Le métier s'exerce essentiellement en bureau ou en open space, chez un éditeur de logiciels, une ESN (société de services numériques), un grand groupe industriel (automobile, aéronautique, énergie, santé), un laboratoire de recherche ou une start-up. Selon les projets, il descend en atelier, en usine ou en laboratoire pour tester son logiciel sur le matériel réel — c'est fréquent en informatique industrielle et en systèmes embarqués.
Les horaires sont plutôt classiques (forfait cadre), mais peuvent s'allonger à l'approche d'une livraison ou d'une mise en production. Le télétravail est très répandu dans ce métier : la plupart des entreprises proposent 2 à 3 jours par semaine à distance, certaines fonctionnent en full remote. L'anglais technique est utilisé tous les jours : documentation, code, et souvent équipes réparties dans plusieurs pays.
Après 3 à 5 ans, deux grandes routes s'ouvrent. La voie technique : architecte logiciel, expert d'un domaine (temps réel, IA, cybersécurité, cloud), tech lead, puis CTO dans une structure plus petite. La voie management de projet : chef de projet, responsable d'équipe R&D, directeur technique. Beaucoup passent aussi côté conseil (consultant technique, avant-vente) ou se mettent à leur compte en freelance, un statut très demandé et bien rémunéré dans le numérique.
Les passerelles sont nombreuses vers la data science, la cybersécurité, le DevOps ou l'architecture systèmes et réseaux — les compétences de conception et d'algorithmique se transfèrent facilement.
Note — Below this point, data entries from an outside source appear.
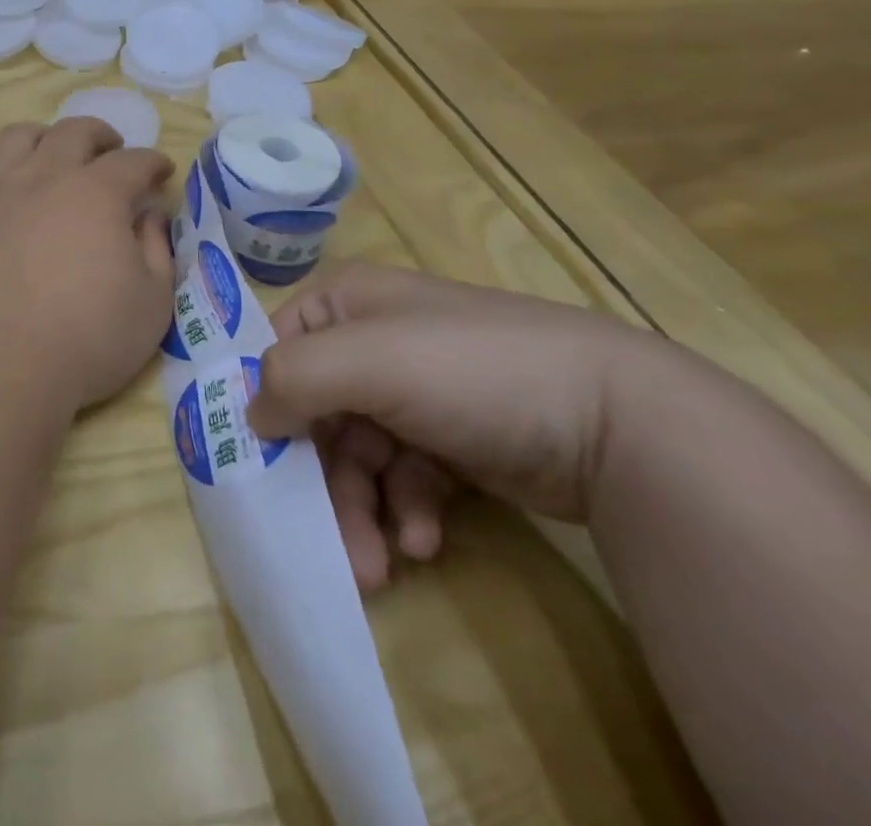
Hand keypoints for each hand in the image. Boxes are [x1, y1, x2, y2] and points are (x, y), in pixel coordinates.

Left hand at [0, 119, 175, 416]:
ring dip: (42, 138)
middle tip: (111, 150)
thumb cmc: (85, 340)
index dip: (152, 162)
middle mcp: (45, 177)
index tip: (161, 171)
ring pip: (18, 137)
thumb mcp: (151, 305)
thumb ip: (157, 251)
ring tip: (51, 154)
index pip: (133, 162)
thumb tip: (149, 216)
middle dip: (100, 135)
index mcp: (98, 193)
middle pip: (74, 132)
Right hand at [245, 262, 657, 590]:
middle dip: (320, 479)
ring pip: (359, 454)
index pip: (278, 347)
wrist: (618, 422)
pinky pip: (405, 476)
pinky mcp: (455, 440)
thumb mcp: (365, 362)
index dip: (264, 399)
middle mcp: (374, 341)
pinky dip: (406, 510)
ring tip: (378, 566)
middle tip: (327, 540)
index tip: (255, 458)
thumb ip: (290, 378)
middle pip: (317, 411)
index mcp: (346, 303)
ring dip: (360, 508)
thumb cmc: (467, 370)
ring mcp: (417, 392)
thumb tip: (251, 415)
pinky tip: (424, 540)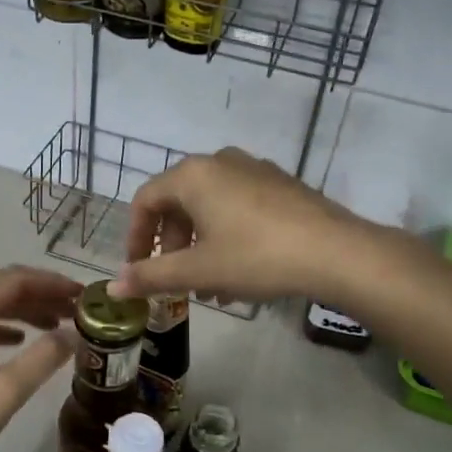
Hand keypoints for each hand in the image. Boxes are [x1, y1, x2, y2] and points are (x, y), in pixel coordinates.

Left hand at [0, 266, 79, 451]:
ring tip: (59, 325)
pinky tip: (23, 342)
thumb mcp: (4, 392)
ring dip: (27, 311)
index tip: (83, 296)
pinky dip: (8, 328)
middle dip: (42, 295)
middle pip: (3, 290)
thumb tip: (74, 334)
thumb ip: (42, 358)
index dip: (52, 283)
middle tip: (77, 311)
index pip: (14, 280)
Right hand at [109, 147, 375, 304]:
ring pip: (210, 208)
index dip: (136, 238)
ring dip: (201, 248)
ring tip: (210, 289)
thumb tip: (114, 286)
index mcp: (193, 174)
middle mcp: (220, 162)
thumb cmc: (256, 256)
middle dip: (173, 247)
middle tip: (176, 282)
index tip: (138, 271)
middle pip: (178, 203)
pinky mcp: (281, 185)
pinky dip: (227, 237)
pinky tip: (240, 275)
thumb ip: (152, 276)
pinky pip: (238, 207)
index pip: (145, 200)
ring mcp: (254, 170)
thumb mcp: (199, 270)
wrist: (336, 252)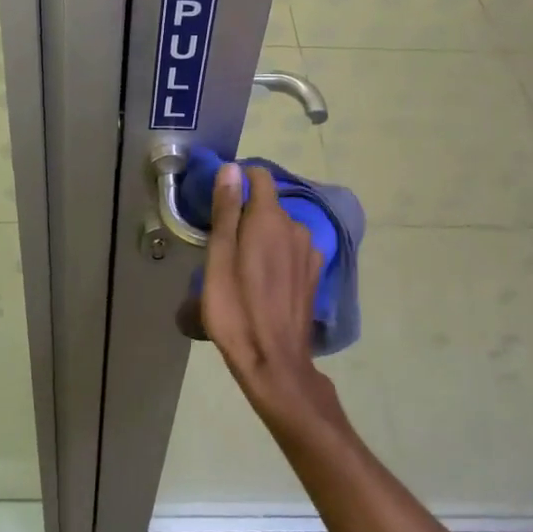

Certains poursuivent en doctorat pour aller vers la recherche publique ou la R&D avancée.
L'informatique reste l'un des secteurs qui recrutent le plus en France. L'enquête Besoins en Main-d'Œuvre 2026 de France Travail recense plus de 84 000 projets de recrutement dans le numérique, avec un taux de tension proche de 50 % — autrement dit, les entreprises peinent à trouver les profils. Après deux années de ralentissement (2024-2025), les embauches d'ingénieurs repartent à la hausse en 2026, portées par les projets d'infrastructure, d'automatisation, de cybersécurité, de cloud et de data. Le marché est toutefois devenu plus exigeant qu'en 2020-2022 : les recruteurs cherchent des profils déjà opérationnels, d'où l'intérêt de l'alternance et des stages longs. Les débouchés se trouvent chez les éditeurs de logiciels, les ESN, l'industrie (automobile, aéronautique, défense, énergie, santé), les start-up et la recherche publique.